● **What you have to do**
Show each line of the entries below in which the word "every" appears.

● **Supplied information**
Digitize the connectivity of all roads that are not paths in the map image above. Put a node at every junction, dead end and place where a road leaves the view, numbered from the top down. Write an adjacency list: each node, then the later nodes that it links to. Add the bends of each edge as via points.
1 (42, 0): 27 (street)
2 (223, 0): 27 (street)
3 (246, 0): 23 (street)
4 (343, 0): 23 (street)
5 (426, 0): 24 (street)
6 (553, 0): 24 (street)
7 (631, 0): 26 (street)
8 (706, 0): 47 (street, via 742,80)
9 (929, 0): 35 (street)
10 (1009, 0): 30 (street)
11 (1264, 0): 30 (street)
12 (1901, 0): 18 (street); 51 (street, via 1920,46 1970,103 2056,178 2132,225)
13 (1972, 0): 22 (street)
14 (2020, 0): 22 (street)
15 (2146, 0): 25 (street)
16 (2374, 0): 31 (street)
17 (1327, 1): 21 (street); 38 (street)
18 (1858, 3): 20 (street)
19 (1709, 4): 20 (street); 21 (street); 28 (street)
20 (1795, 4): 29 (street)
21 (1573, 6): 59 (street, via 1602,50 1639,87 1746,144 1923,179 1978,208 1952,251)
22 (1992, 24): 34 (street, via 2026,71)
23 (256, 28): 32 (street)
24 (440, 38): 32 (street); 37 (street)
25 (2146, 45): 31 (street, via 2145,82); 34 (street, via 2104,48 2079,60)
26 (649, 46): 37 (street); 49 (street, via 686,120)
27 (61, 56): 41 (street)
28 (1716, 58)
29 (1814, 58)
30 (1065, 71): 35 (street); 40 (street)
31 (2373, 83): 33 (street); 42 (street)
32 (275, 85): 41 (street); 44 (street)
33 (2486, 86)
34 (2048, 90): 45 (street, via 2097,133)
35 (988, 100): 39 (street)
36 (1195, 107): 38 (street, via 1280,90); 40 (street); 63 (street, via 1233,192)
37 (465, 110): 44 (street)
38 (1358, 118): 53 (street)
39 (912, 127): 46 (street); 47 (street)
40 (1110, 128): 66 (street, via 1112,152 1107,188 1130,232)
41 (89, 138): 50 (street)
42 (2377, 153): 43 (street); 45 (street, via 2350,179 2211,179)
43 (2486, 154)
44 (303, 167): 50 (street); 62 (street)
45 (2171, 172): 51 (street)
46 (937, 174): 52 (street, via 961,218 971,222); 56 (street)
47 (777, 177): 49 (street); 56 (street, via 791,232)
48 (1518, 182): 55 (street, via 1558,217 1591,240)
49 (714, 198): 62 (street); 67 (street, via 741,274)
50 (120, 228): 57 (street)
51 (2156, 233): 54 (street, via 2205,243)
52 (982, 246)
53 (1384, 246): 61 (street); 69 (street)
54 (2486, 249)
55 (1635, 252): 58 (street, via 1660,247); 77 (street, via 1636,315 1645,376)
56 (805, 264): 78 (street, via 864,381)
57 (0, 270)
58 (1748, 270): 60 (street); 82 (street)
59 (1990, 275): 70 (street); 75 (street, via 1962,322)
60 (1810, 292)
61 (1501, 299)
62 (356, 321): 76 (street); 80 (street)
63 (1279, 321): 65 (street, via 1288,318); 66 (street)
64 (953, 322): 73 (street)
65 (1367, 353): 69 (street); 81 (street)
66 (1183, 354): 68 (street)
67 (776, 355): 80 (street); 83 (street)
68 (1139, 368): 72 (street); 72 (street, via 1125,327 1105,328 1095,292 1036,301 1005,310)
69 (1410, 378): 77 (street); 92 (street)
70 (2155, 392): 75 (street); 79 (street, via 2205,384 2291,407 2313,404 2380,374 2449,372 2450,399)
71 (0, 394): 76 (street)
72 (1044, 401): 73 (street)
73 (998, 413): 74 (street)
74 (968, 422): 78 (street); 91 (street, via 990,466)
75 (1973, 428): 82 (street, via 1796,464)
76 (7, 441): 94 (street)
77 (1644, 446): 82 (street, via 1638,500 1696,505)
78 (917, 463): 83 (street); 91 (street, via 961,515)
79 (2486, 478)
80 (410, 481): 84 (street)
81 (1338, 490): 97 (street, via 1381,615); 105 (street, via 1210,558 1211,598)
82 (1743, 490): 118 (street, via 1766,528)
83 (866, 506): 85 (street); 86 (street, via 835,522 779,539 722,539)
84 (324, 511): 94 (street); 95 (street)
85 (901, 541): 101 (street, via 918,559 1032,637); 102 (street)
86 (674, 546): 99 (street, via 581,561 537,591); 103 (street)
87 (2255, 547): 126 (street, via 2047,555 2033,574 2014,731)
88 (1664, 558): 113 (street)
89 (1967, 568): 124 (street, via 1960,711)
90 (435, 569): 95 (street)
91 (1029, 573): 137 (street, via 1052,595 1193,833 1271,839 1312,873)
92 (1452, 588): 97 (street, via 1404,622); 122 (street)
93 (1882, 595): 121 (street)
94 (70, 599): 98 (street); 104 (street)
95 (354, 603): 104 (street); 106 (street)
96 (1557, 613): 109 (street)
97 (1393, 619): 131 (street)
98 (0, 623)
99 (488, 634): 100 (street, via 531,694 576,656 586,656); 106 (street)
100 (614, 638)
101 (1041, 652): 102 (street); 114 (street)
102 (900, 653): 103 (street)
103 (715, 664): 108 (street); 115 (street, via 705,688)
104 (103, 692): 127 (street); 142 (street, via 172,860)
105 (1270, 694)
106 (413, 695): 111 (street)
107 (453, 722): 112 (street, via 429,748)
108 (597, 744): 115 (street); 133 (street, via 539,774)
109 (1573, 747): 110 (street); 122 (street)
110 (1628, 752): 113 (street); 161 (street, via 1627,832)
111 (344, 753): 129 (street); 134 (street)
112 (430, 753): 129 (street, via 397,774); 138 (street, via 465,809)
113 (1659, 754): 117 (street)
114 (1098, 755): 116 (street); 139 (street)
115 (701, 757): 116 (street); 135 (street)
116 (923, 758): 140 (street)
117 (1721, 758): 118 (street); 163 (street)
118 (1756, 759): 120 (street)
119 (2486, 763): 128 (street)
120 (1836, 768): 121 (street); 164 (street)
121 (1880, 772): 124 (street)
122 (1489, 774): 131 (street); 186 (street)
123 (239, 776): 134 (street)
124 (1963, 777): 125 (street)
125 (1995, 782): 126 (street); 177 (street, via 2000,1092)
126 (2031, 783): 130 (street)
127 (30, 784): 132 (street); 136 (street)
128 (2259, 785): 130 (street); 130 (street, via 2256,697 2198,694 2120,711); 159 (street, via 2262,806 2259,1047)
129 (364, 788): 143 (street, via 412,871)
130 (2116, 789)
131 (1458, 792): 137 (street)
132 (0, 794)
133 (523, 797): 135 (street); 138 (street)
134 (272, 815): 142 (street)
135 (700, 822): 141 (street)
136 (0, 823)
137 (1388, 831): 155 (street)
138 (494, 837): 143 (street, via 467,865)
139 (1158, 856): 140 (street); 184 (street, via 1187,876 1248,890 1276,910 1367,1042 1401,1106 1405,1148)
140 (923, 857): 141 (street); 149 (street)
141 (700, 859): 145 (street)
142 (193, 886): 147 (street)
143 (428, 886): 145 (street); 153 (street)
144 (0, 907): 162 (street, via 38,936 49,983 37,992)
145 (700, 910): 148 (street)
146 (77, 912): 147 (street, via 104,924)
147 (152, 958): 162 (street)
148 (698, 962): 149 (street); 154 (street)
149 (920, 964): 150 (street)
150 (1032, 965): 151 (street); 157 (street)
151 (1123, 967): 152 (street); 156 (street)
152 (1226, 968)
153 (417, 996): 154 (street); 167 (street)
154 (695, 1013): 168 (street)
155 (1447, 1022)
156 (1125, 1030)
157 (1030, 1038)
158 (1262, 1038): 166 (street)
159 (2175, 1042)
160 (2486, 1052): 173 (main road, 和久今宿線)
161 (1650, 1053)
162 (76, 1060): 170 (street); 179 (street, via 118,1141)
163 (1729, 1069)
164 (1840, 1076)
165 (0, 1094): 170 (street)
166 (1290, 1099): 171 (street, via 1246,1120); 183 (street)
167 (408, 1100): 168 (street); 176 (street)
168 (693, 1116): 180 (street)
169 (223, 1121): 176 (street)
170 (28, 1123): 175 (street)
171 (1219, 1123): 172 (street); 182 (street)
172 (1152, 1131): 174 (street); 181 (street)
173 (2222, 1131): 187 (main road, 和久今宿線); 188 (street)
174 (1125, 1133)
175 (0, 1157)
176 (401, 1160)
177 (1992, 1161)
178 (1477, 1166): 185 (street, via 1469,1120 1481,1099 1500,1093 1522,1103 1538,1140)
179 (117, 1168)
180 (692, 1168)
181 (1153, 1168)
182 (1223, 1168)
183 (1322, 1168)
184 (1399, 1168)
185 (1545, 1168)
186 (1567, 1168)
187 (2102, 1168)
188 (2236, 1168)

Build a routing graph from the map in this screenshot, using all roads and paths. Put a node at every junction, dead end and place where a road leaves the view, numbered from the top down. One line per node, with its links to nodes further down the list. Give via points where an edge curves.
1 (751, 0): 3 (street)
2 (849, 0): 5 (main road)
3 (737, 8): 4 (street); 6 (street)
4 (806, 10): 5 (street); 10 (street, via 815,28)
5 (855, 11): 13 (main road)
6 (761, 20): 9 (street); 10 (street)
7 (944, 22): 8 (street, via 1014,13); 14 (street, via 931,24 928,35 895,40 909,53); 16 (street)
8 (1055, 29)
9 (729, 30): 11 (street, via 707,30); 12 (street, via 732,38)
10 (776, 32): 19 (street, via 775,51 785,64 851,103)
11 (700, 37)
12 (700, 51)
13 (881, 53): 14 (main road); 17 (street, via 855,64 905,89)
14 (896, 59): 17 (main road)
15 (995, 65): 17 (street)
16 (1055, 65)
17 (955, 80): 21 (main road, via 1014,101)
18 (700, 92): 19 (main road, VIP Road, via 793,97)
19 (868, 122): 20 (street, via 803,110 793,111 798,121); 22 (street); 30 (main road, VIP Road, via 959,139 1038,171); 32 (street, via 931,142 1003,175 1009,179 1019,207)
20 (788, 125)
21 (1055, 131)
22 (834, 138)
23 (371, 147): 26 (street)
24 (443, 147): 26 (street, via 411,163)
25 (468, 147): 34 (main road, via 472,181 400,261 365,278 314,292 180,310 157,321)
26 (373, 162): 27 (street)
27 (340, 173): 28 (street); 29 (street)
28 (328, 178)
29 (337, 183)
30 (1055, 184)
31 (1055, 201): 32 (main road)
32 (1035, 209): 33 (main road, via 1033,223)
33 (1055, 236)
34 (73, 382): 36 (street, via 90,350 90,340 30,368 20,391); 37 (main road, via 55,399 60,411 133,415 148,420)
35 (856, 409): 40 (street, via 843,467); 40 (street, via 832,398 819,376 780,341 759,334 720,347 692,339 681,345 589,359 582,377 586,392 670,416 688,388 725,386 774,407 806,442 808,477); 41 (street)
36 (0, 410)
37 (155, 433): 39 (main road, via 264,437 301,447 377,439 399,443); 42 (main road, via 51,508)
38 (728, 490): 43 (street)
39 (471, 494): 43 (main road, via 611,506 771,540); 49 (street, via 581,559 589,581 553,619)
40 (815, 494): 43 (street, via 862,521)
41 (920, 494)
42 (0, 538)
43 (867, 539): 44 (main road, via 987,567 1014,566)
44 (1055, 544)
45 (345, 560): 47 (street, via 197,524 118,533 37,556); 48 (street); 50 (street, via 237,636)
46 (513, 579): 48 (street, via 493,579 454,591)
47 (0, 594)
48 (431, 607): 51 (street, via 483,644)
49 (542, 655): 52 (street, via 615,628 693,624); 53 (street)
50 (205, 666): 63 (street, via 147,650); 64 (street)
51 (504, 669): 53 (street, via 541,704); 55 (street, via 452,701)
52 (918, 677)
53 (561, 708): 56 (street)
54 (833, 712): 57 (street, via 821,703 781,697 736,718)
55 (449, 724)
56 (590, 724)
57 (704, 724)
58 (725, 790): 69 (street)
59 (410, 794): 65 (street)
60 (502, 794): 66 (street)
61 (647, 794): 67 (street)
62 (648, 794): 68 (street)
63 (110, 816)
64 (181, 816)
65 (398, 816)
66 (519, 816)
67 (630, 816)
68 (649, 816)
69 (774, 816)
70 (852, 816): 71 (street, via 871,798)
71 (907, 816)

● **Answer to the problem**
Digitize the connectivity of all roads that are not paths in the map image above. Put a node at every junction, dead end and place where a road leaves the view, numbered from the top down. Write an adjacency list: each node, then the later nodes that it links to. Add the bends of each edge as via points.
Build a routing graph from the map in this screenshot, using all roads and paths. Put a node at every junction, dead end and place where a road leaves the view, numbered from the top down. One line per node, with its links to nodes further down the list. Give via points where an edge curves.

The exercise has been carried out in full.